10.1.2 Furnishing Information. Promptly furnish to cause to be
furnished, at its sole cost and expense, to Buyer and its representatives,
originals or copies of all Project Documents and other documents, records,
data and information concerning such businesses, assets, finances and
properties of or relating to Seller, the Facilities and Seller Assets that may
be requested, including copies of all environmental reports, and plans and
specifications pertaining to all or any portion of the Facilities or the
Sites.
10.1.3 Consultation with Accountants. Permit Buyer to consult with
the accountants for Seller, and said accountants are hereby authorized to
disclose all information in their possession to Buyer with respect to Seller,
the Facilities and Seller Assets.
10.1.4 Discussions with Facility Participants. Permit Buyer and
its representatives and agents to discuss the proposed sale of Buyer's
Membership Interest with any of the parties to the Project Documents or any
other Person who has any relationship to Seller, the Facilities or Seller
Assets.
10.1.5 Representations and Warranties. Refrain from doing, or
causing to be done, anything which would cause the representations and
warranties set forth in Articles 4 or 5 hereof from being true, complete and
accurate on the Closing Date as if made on such date.

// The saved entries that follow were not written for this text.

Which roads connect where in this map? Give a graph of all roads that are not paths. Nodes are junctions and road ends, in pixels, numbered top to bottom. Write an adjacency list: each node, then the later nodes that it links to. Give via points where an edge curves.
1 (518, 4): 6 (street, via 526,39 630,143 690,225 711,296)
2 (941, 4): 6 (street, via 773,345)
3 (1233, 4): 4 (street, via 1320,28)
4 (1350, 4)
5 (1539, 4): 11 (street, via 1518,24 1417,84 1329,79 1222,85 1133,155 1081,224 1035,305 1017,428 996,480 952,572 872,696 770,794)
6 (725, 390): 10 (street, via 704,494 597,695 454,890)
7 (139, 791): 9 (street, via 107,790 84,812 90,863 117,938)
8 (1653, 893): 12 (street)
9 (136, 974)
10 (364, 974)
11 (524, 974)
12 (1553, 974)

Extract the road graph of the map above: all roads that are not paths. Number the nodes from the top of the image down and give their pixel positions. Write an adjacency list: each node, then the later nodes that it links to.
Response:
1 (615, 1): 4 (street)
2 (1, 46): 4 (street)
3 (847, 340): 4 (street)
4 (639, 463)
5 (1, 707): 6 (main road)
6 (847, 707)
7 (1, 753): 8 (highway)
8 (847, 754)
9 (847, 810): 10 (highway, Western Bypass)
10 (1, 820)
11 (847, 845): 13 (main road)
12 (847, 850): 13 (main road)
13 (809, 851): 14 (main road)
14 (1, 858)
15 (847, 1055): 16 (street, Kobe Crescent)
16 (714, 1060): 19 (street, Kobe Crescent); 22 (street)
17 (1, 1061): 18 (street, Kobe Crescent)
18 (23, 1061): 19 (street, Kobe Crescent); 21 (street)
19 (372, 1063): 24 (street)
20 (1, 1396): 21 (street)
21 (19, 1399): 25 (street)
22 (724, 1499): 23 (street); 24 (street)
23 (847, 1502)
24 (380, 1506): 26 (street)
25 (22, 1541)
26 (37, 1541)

10.1.6 Conduct of Business. Except as expressly contemplated
hereby, carry on the business of Seller, the Facilities and Seller Assets in
the ordinary course, and not sell, transfer or otherwise dispose of any Seller
Asset except in the ordinary course of business, and continue to use, operate,
maintain and repair the Facilities and all Seller Assets in accordance with
all Permits, all Project Documents and all applicable Governmental Rules and
otherwise in accordance with Seller's prior practice.
10.1.7 Preservation of Assets, Relationships, Etc. Preserve the
business organization of Seller and the Facilities and Seller Assets intact,
and preserve Seller's present relationships with all other parties to the
Project Documents and others involved with or having any material relationship
to the Facilities.
10.1.8 New Obligations. Not enter into any material contract,
agreement or instrument of any type, whether written or oral, or otherwise
incur any new liabilities, whether contingent or otherwise, except in the
ordinary course of business.
10.1.9 No Defaults or Events of Default. Refrain from doing any
act or omitting to do any act, or permitting any act or omission to act, which
will cause a Default or Event of Default under any Project Document.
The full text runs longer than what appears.